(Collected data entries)
*** Begin section ***

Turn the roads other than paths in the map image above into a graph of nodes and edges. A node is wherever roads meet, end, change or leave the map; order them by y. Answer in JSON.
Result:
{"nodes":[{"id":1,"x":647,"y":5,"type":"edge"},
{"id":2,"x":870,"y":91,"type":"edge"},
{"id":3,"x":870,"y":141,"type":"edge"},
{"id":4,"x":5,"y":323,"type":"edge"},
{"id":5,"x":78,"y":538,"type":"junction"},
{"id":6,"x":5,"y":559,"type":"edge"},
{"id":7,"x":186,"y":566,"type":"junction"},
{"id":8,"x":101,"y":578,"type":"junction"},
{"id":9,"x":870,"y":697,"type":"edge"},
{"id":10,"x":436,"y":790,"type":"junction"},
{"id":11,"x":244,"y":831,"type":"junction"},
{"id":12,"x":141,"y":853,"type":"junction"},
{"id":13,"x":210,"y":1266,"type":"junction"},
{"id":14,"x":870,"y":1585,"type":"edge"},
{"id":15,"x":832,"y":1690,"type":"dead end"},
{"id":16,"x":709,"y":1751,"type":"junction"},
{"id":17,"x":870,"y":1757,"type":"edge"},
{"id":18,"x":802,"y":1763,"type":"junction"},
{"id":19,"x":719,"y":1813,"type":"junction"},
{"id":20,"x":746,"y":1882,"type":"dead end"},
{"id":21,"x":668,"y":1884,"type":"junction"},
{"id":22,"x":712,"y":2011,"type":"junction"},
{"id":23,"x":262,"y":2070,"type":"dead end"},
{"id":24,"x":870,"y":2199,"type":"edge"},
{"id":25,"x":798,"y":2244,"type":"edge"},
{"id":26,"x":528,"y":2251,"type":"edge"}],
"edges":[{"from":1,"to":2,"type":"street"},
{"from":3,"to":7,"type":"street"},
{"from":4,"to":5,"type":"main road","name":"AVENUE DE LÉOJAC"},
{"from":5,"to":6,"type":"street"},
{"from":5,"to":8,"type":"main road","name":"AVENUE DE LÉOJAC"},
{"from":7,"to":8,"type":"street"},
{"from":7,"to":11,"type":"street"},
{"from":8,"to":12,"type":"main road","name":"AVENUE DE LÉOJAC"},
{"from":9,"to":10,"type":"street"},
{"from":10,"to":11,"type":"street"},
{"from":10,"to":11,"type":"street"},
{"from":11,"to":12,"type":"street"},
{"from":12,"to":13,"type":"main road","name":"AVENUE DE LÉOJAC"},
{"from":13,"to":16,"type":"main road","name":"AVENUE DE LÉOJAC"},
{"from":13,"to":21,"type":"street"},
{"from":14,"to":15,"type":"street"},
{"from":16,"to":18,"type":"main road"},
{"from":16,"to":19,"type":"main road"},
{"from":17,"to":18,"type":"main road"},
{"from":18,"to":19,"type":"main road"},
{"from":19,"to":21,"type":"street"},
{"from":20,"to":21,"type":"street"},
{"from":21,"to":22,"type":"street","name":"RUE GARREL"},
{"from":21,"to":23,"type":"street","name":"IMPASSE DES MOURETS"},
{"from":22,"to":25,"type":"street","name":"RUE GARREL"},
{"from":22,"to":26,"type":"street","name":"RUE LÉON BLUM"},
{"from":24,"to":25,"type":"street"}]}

*** End section ***

#### [Work to be completed]
Copy each line of the entries exactly.

#### [Solution for this exercise]
Turn the roads other than paths in the map image above into a graph of nodes and edges. A node is wherever roads meet, end, change or leave the map; order them by y. Answer in JSON.
Result:
{"nodes":[{"id":1,"x":647,"y":5,"type":"edge"},
{"id":2,"x":870,"y":91,"type":"edge"},
{"id":3,"x":870,"y":141,"type":"edge"},
{"id":4,"x":5,"y":323,"type":"edge"},
{"id":5,"x":78,"y":538,"type":"junction"},
{"id":6,"x":5,"y":559,"type":"edge"},
{"id":7,"x":186,"y":566,"type":"junction"},
{"id":8,"x":101,"y":578,"type":"junction"},
{"id":9,"x":870,"y":697,"type":"edge"},
{"id":10,"x":436,"y":790,"type":"junction"},
{"id":11,"x":244,"y":831,"type":"junction"},
{"id":12,"x":141,"y":853,"type":"junction"},
{"id":13,"x":210,"y":1266,"type":"junction"},
{"id":14,"x":870,"y":1585,"type":"edge"},
{"id":15,"x":832,"y":1690,"type":"dead end"},
{"id":16,"x":709,"y":1751,"type":"junction"},
{"id":17,"x":870,"y":1757,"type":"edge"},
{"id":18,"x":802,"y":1763,"type":"junction"},
{"id":19,"x":719,"y":1813,"type":"junction"},
{"id":20,"x":746,"y":1882,"type":"dead end"},
{"id":21,"x":668,"y":1884,"type":"junction"},
{"id":22,"x":712,"y":2011,"type":"junction"},
{"id":23,"x":262,"y":2070,"type":"dead end"},
{"id":24,"x":870,"y":2199,"type":"edge"},
{"id":25,"x":798,"y":2244,"type":"edge"},
{"id":26,"x":528,"y":2251,"type":"edge"}],
"edges":[{"from":1,"to":2,"type":"street"},
{"from":3,"to":7,"type":"street"},
{"from":4,"to":5,"type":"main road","name":"AVENUE DE LÉOJAC"},
{"from":5,"to":6,"type":"street"},
{"from":5,"to":8,"type":"main road","name":"AVENUE DE LÉOJAC"},
{"from":7,"to":8,"type":"street"},
{"from":7,"to":11,"type":"street"},
{"from":8,"to":12,"type":"main road","name":"AVENUE DE LÉOJAC"},
{"from":9,"to":10,"type":"street"},
{"from":10,"to":11,"type":"street"},
{"from":10,"to":11,"type":"street"},
{"from":11,"to":12,"type":"street"},
{"from":12,"to":13,"type":"main road","name":"AVENUE DE LÉOJAC"},
{"from":13,"to":16,"type":"main road","name":"AVENUE DE LÉOJAC"},
{"from":13,"to":21,"type":"street"},
{"from":14,"to":15,"type":"street"},
{"from":16,"to":18,"type":"main road"},
{"from":16,"to":19,"type":"main road"},
{"from":17,"to":18,"type":"main road"},
{"from":18,"to":19,"type":"main road"},
{"from":19,"to":21,"type":"street"},
{"from":20,"to":21,"type":"street"},
{"from":21,"to":22,"type":"street","name":"RUE GARREL"},
{"from":21,"to":23,"type":"street","name":"IMPASSE DES MOURETS"},
{"from":22,"to":25,"type":"street","name":"RUE GARREL"},
{"from":22,"to":26,"type":"street","name":"RUE LÉON BLUM"},
{"from":24,"to":25,"type":"street"}]}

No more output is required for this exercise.